PARIS, — Alors que l’est de la République démocratique du Congo (RDC) continue de s’enfoncer dans la violence, les critiques contre la diplomatie française se font de plus en plus virulentes. En cause : le décalage entre les discours officiels de Paris condamnant l’implication du Rwanda et la réalité d’une coopération militaire renforcée avec Kigali.
Le journaliste d’investigation français Thomas Dietrich dénonce ce qu’il qualifie d’« hypocrisie française », estimant que cette posture contribue à nourrir un rejet croissant de la France sur le continent africain.
« Pour les caméras, la France condamne le rôle du Rwanda à l’est de la République démocratique du Congo, où l’armée de Paul Kagamé soutient activement la rébellion du M23. »
Depuis la résurgence du M23, plusieurs rapports internationaux ont pointé le soutien actif du Rwanda à cette rébellion opérant dans l’est congolais. Paris, comme d’autres capitales occidentales, a publiquement exprimé ses préoccupations et appelé au respect de l’intégrité territoriale de la RDC.

Mais selon Thomas Dietrich, ces prises de position ne seraient qu’une façade diplomatique.
« Mais en parallèle, comme vous pouvez le voir sur ces photos, notre pays renforce sa coopération militaire avec le régime rwandais. Paris assiste donc de facto une armée qui participe à une sale guerre chez son voisin de RDC. »
Cette accusation met en lumière un double jeu supposé : d’un côté, une condamnation officielle ; de l’autre, une collaboration sécuritaire assumée avec Kigali.

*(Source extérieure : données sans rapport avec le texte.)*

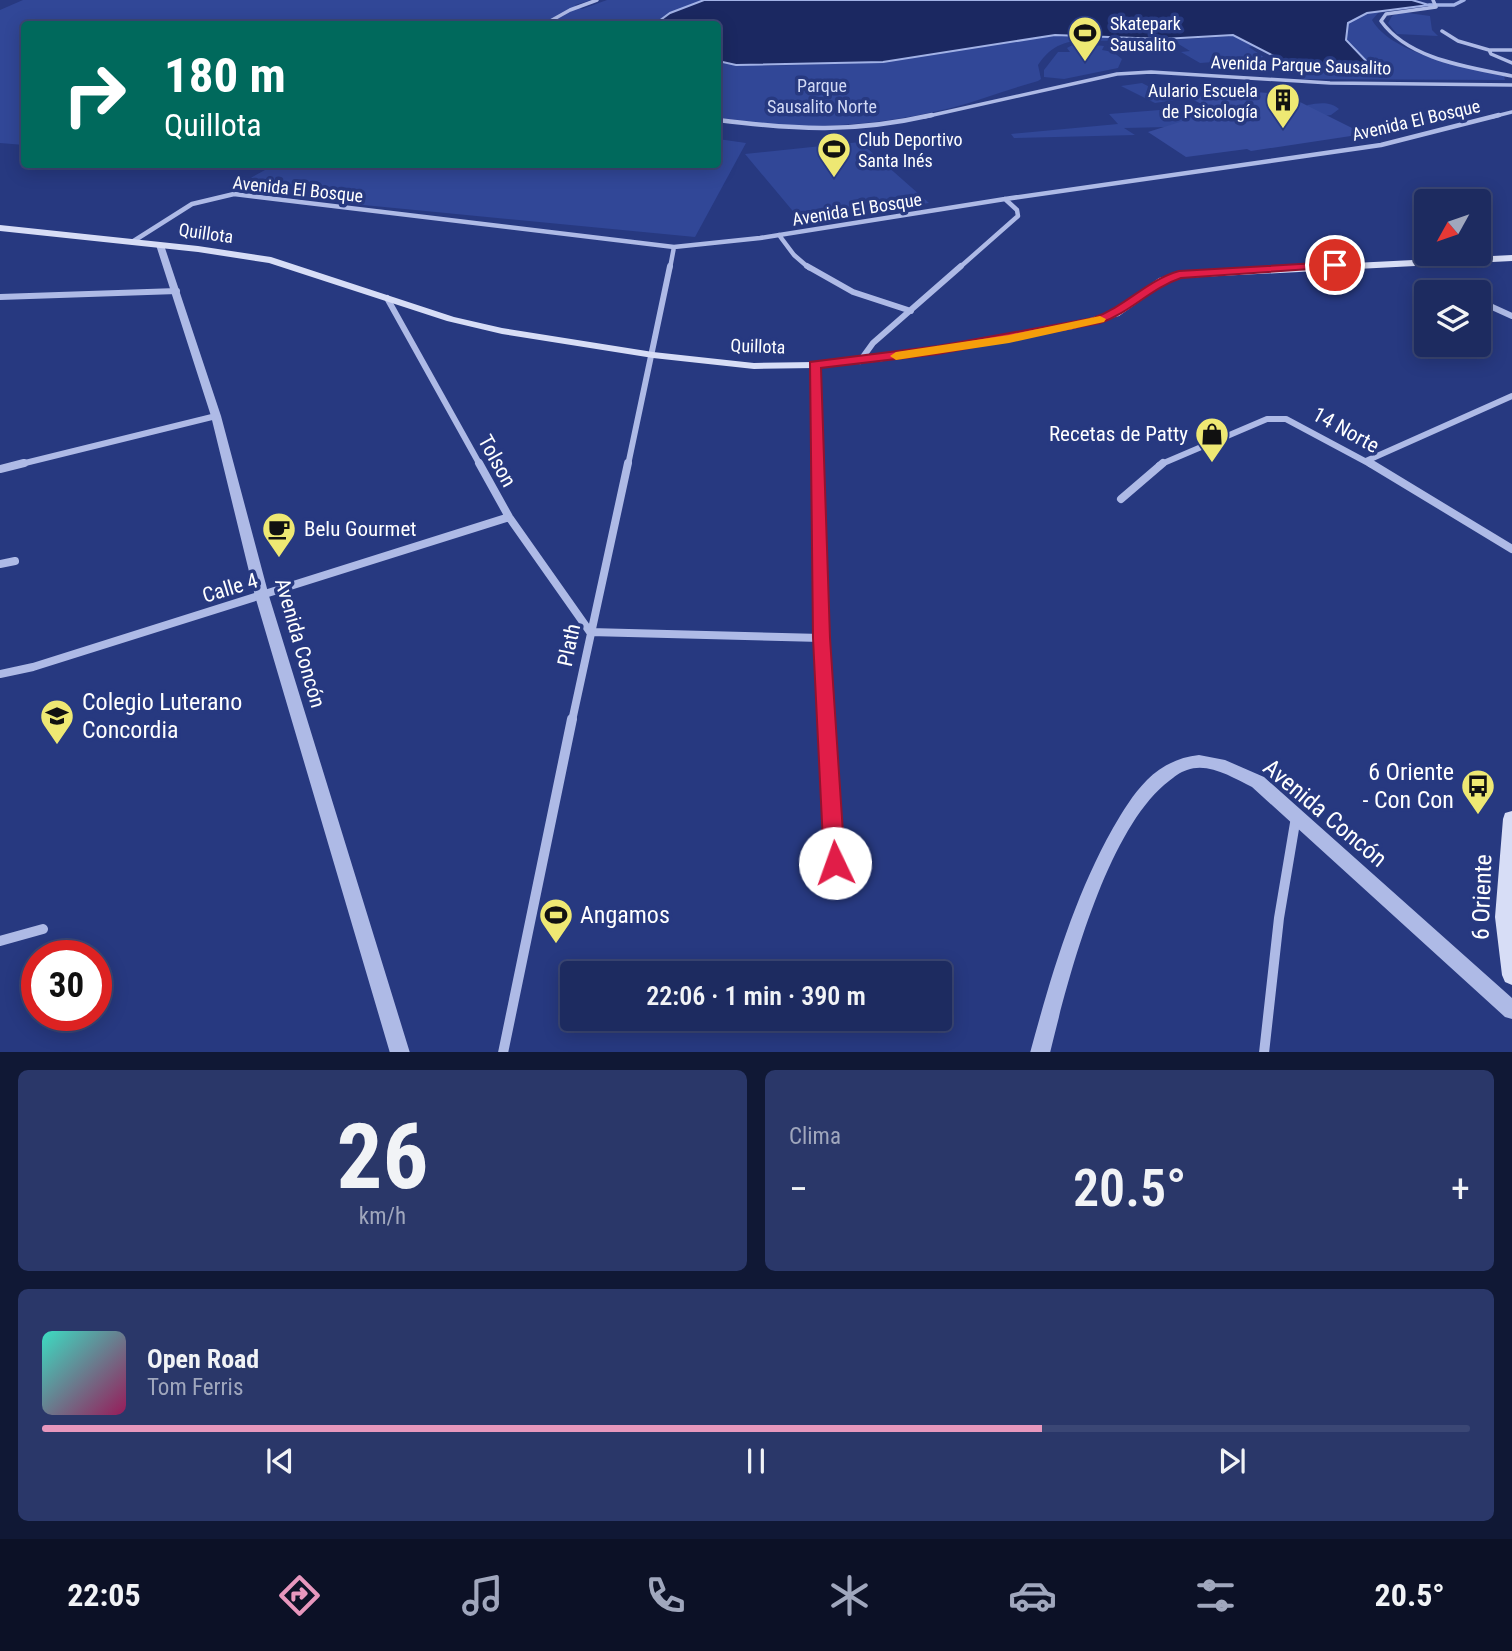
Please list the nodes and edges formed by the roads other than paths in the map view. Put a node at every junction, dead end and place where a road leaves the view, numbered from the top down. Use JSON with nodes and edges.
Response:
{"nodes":[{"id":1,"x":597,"y":0,"type":"edge"},
{"id":2,"x":1433,"y":0,"type":"edge"},
{"id":3,"x":550,"y":21,"type":"edge"},
{"id":4,"x":1442,"y":31,"type":"dead end"},
{"id":5,"x":1489,"y":50,"type":"junction"},
{"id":6,"x":1512,"y":50,"type":"edge"},
{"id":7,"x":1512,"y":62,"type":"edge"},
{"id":8,"x":1512,"y":76,"type":"edge"},
{"id":9,"x":1512,"y":85,"type":"edge"},
{"id":10,"x":1512,"y":112,"type":"edge"},
{"id":11,"x":721,"y":120,"type":"edge"},
{"id":12,"x":1005,"y":199,"type":"junction"},
{"id":13,"x":0,"y":228,"type":"edge"},
{"id":14,"x":779,"y":235,"type":"junction"},
{"id":15,"x":132,"y":242,"type":"junction"},
{"id":16,"x":160,"y":245,"type":"junction"},
{"id":17,"x":1510,"y":246,"type":"dead end"},
{"id":18,"x":674,"y":247,"type":"junction"},
{"id":19,"x":1494,"y":258,"type":"junction"},
{"id":20,"x":1512,"y":258,"type":"edge"},
{"id":21,"x":177,"y":291,"type":"junction"},
{"id":22,"x":0,"y":297,"type":"edge"},
{"id":23,"x":387,"y":298,"type":"junction"},
{"id":24,"x":1491,"y":307,"type":"edge"},
{"id":25,"x":911,"y":311,"type":"junction"},
{"id":26,"x":1512,"y":316,"type":"edge"},
{"id":27,"x":653,"y":355,"type":"junction"},
{"id":28,"x":860,"y":361,"type":"junction"},
{"id":29,"x":815,"y":365,"type":"junction"},
{"id":30,"x":1512,"y":396,"type":"edge"},
{"id":31,"x":216,"y":416,"type":"junction"},
{"id":32,"x":1366,"y":461,"type":"junction"},
{"id":33,"x":0,"y":469,"type":"edge"},
{"id":34,"x":1121,"y":499,"type":"dead end"},
{"id":35,"x":509,"y":517,"type":"junction"},
{"id":36,"x":1512,"y":549,"type":"edge"},
{"id":37,"x":15,"y":561,"type":"dead end"},
{"id":38,"x":0,"y":564,"type":"edge"},
{"id":39,"x":262,"y":596,"type":"junction"},
{"id":40,"x":590,"y":632,"type":"junction"},
{"id":41,"x":821,"y":638,"type":"junction"},
{"id":42,"x":0,"y":674,"type":"edge"},
{"id":43,"x":1296,"y":817,"type":"junction"},
{"id":44,"x":1512,"y":819,"type":"edge"},
{"id":45,"x":835,"y":863,"type":"dead end"},
{"id":46,"x":43,"y":929,"type":"dead end"},
{"id":47,"x":0,"y":941,"type":"edge"},
{"id":48,"x":1512,"y":975,"type":"edge"},
{"id":49,"x":1512,"y":1010,"type":"edge"},
{"id":50,"x":400,"y":1052,"type":"edge"},
{"id":51,"x":503,"y":1052,"type":"edge"},
{"id":52,"x":1040,"y":1052,"type":"edge"},
{"id":53,"x":1264,"y":1052,"type":"edge"}],
"edges":[{"from":1,"to":3,"type":"street"},
{"from":2,"to":8,"type":"street"},
{"from":4,"to":5,"type":"street"},
{"from":5,"to":6,"type":"street"},
{"from":5,"to":7,"type":"street"},
{"from":9,"to":11,"type":"street","name":"Avenida Parque Sausalito"},
{"from":10,"to":12,"type":"street","name":"Avenida El Bosque"},
{"from":12,"to":14,"type":"street","name":"Avenida El Bosque"},
{"from":12,"to":25,"type":"street"},
{"from":13,"to":15,"type":"main road","name":"Quillota"},
{"from":14,"to":18,"type":"street","name":"Avenida El Bosque"},
{"from":14,"to":25,"type":"street"},
{"from":15,"to":16,"type":"main road","name":"Quillota"},
{"from":15,"to":18,"type":"street","name":"Avenida El Bosque"},
{"from":16,"to":21,"type":"street","name":"Avenida Concón"},
{"from":16,"to":23,"type":"main road","name":"Quillota"},
{"from":17,"to":19,"type":"main road"},
{"from":18,"to":27,"type":"street","name":"Plath"},
{"from":19,"to":20,"type":"main road","name":"Quillota"},
{"from":19,"to":28,"type":"main road","name":"Quillota"},
{"from":21,"to":22,"type":"street"},
{"from":21,"to":31,"type":"street","name":"Avenida Concón"},
{"from":23,"to":27,"type":"main road","name":"Quillota"},
{"from":23,"to":35,"type":"street","name":"Tolson"},
{"from":24,"to":26,"type":"street"},
{"from":25,"to":28,"type":"street"},
{"from":27,"to":29,"type":"main road","name":"Quillota"},
{"from":27,"to":40,"type":"street","name":"Plath"},
{"from":28,"to":29,"type":"main road","name":"Quillota"},
{"from":29,"to":41,"type":"street"},
{"from":30,"to":32,"type":"street"},
{"from":31,"to":33,"type":"street"},
{"from":31,"to":39,"type":"street","name":"Avenida Concón"},
{"from":32,"to":34,"type":"street","name":"14 Norte"},
{"from":32,"to":36,"type":"street","name":"14 Norte"},
{"from":35,"to":39,"type":"street","name":"Calle 4"},
{"from":35,"to":40,"type":"street","name":"Tolson"},
{"from":37,"to":38,"type":"street"},
{"from":39,"to":42,"type":"street","name":"Calle 4"},
{"from":39,"to":50,"type":"street","name":"Avenida Concón"},
{"from":40,"to":41,"type":"street"},
{"from":40,"to":51,"type":"street","name":"Plath"},
{"from":41,"to":45,"type":"street"},
{"from":43,"to":49,"type":"street","name":"Avenida Concón"},
{"from":43,"to":52,"type":"street","name":"Avenida Concón"},
{"from":43,"to":53,"type":"street"},
{"from":44,"to":48,"type":"main road","name":"6 Oriente"},
{"from":46,"to":47,"type":"street"}]}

Une stratégie dictée, selon certains observateurs, par des intérêts géopolitiques et économiques plus larges.
Car au-delà du théâtre congolais, un autre front stratégique mobilise l’attention française : le nord du Mozambique.
« Il faut dire que le président Paul Kagamé nous le rend bien, puisque des militaires rwandais interviennent au nord du Mozambique contre des djihadistes. Et ce afin de permettre la reprise sur place d’un méga-projet gazier de la multinationale française TotalEnergies (20 milliards de dollars). »
Depuis 2021, les forces rwandaises sont déployées dans la province mozambicaine du Cabo Delgado, en proie à une insurrection djihadiste. Leur intervention a contribué à sécuriser la zone où TotalEnergies développe un projet gazier colossal, suspendu en raison de l’insécurité.
Pour les détracteurs de la politique française, le lien est évident : la coopération avec Kigali serait le prix à payer pour la protection d’intérêts économiques stratégiques.
« C’est cette fameuse hypocrisie française, ce “en-même temps” de la honte qui nous fait tant détester sur le continent africain. »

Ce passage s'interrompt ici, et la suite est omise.